* **Aim of the exercise**
Pull each line holding the word "Lebanon" from the data.

Stored items:
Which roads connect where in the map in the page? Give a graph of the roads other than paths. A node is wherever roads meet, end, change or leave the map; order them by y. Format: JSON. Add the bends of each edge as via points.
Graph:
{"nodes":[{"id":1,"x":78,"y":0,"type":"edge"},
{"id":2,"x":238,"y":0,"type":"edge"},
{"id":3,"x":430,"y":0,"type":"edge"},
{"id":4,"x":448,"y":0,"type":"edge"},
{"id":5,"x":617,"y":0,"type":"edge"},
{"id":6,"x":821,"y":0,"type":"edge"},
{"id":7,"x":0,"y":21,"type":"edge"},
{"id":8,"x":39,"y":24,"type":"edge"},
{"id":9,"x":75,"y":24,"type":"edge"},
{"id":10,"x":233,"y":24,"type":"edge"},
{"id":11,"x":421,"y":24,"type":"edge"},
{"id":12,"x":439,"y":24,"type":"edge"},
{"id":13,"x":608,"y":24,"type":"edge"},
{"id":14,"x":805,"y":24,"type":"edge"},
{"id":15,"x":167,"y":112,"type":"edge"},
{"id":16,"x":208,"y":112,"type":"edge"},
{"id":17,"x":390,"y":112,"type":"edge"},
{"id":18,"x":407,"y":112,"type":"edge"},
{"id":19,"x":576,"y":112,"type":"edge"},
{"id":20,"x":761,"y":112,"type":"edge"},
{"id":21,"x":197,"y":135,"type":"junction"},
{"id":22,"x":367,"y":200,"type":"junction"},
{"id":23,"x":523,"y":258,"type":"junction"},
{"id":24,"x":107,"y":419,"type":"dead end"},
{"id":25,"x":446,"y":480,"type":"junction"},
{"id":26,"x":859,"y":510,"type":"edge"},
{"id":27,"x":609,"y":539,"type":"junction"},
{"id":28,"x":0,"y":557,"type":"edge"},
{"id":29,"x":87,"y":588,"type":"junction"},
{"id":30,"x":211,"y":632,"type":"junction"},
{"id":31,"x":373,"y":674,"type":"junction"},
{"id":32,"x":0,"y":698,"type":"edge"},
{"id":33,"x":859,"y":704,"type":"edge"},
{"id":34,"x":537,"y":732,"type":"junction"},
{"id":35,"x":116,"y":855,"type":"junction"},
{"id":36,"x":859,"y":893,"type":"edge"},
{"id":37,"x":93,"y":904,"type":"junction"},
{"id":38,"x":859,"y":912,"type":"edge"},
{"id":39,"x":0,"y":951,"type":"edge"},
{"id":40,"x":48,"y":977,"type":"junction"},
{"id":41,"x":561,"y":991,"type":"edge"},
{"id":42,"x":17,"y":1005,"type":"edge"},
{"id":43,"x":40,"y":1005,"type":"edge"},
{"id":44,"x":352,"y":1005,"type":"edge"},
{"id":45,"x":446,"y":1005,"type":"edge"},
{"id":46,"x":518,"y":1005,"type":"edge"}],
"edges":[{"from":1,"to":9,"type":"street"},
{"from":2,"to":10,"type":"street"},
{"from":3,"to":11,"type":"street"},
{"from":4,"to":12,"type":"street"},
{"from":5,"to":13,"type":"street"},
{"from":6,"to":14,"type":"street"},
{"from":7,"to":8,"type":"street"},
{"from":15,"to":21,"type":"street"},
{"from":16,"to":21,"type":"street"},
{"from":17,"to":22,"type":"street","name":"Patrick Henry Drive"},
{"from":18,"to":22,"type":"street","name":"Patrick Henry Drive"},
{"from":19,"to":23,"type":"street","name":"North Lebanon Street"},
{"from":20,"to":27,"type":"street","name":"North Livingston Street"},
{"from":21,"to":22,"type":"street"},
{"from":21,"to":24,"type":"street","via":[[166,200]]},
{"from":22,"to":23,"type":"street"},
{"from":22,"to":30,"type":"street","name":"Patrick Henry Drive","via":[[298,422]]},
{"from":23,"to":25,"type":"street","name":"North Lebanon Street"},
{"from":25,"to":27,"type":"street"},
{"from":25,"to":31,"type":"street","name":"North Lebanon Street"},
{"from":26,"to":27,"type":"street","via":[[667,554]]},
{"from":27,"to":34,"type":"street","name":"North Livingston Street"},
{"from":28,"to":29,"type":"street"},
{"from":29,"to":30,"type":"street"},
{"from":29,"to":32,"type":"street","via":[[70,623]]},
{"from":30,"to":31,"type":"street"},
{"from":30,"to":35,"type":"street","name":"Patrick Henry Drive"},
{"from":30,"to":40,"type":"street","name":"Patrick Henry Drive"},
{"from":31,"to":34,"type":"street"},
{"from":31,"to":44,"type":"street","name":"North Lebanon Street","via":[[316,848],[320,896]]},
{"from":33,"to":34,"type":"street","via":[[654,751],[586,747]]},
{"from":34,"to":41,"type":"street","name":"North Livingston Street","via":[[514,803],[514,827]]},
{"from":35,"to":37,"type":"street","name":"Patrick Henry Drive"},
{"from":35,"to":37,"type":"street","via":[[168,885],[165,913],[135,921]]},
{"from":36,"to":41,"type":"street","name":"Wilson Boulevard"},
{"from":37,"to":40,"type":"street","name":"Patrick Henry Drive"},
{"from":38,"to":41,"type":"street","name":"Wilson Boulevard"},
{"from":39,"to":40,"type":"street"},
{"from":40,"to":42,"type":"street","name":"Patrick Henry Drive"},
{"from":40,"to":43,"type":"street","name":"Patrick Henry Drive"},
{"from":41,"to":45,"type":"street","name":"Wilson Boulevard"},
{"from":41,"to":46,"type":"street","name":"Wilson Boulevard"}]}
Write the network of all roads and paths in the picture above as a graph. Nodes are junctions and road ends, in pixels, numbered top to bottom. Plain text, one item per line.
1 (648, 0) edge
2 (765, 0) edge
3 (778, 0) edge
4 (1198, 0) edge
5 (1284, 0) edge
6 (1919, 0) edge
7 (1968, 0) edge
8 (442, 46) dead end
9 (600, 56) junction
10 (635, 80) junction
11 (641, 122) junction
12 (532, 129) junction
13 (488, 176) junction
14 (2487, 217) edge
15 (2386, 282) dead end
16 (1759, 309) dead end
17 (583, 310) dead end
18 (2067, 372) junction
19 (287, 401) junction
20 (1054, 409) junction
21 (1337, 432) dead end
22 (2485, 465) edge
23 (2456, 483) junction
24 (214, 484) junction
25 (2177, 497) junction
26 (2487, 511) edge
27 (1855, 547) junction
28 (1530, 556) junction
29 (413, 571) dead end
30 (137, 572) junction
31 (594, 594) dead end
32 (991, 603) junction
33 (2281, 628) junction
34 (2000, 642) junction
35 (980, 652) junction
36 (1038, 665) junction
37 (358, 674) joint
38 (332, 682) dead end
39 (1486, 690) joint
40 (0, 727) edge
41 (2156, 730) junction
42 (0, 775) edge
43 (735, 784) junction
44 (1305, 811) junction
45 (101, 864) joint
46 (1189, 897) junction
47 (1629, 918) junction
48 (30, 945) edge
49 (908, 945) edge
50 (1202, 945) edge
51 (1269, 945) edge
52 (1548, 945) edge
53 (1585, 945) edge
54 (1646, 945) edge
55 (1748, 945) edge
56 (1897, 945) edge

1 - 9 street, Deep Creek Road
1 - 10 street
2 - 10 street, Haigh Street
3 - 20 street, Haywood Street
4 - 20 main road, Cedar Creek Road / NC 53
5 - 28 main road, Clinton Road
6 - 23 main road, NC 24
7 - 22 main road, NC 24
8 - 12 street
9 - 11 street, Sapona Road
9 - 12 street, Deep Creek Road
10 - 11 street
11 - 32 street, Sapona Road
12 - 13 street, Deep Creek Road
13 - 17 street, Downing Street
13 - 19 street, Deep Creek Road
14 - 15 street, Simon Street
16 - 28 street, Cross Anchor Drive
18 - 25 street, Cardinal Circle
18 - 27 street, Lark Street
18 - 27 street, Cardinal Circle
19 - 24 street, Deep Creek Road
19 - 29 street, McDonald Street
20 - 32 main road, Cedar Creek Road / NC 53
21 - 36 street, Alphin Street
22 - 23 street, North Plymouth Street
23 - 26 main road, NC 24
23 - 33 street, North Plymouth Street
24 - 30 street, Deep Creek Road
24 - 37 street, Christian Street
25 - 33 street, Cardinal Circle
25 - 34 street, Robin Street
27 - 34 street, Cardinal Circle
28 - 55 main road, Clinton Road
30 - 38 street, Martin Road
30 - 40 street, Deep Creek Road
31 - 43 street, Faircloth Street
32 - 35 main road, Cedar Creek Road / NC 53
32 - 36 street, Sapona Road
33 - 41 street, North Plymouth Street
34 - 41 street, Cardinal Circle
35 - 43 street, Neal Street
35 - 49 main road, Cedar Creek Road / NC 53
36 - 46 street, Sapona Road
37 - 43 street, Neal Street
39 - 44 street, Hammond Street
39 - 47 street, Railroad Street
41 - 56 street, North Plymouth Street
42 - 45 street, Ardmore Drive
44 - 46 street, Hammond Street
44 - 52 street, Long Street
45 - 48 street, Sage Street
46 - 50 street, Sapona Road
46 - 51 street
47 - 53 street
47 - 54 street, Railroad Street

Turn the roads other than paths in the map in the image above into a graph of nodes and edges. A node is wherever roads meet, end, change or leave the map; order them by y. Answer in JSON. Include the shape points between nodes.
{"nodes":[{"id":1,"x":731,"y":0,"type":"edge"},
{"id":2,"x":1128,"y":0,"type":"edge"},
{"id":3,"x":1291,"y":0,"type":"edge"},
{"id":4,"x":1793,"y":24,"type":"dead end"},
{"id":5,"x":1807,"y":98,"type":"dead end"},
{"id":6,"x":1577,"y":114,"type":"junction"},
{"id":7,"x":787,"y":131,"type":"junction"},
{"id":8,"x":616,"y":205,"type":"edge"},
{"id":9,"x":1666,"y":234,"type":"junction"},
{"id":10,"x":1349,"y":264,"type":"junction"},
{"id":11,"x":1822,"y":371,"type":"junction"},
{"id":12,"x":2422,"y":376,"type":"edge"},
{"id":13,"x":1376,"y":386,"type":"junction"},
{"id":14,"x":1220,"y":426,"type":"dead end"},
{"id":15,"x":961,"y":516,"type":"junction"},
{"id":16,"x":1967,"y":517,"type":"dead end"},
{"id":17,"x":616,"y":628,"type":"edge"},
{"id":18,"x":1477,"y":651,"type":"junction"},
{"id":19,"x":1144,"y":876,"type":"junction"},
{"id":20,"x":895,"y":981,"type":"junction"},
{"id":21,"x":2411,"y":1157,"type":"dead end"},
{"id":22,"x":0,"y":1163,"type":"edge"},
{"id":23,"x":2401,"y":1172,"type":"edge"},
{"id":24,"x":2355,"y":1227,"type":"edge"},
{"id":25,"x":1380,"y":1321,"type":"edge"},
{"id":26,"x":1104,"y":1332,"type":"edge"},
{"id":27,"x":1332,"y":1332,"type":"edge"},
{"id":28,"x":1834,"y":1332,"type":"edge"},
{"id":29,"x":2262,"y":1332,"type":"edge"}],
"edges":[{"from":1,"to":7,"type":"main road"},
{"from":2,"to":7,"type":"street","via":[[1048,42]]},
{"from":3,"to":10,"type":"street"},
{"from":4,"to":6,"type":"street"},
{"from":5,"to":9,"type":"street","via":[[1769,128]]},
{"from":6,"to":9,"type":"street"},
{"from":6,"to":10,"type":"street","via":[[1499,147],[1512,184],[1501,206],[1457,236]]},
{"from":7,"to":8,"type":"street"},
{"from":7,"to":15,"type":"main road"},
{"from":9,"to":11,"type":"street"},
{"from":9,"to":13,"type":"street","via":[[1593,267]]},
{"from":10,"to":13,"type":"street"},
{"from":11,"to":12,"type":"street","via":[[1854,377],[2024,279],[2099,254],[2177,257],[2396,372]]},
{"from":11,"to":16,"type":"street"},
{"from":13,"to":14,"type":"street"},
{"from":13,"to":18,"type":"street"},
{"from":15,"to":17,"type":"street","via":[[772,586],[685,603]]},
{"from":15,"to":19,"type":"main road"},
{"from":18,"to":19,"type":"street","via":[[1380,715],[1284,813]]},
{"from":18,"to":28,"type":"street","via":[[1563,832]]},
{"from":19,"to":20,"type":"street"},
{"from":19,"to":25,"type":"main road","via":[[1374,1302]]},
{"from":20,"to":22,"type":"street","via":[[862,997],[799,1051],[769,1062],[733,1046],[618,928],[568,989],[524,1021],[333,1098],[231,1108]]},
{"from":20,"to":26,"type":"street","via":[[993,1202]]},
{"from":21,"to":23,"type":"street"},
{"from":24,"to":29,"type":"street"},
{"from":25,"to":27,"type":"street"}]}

* **Answer section**
{"from":19,"to":23,"type":"street","name":"North Lebanon Street"},
{"from":23,"to":25,"type":"street","name":"North Lebanon Street"},
{"from":25,"to":31,"type":"street","name":"North Lebanon Street"},
{"from":31,"to":44,"type":"street","name":"North Lebanon Street","via":[[316,848],[320,896]]},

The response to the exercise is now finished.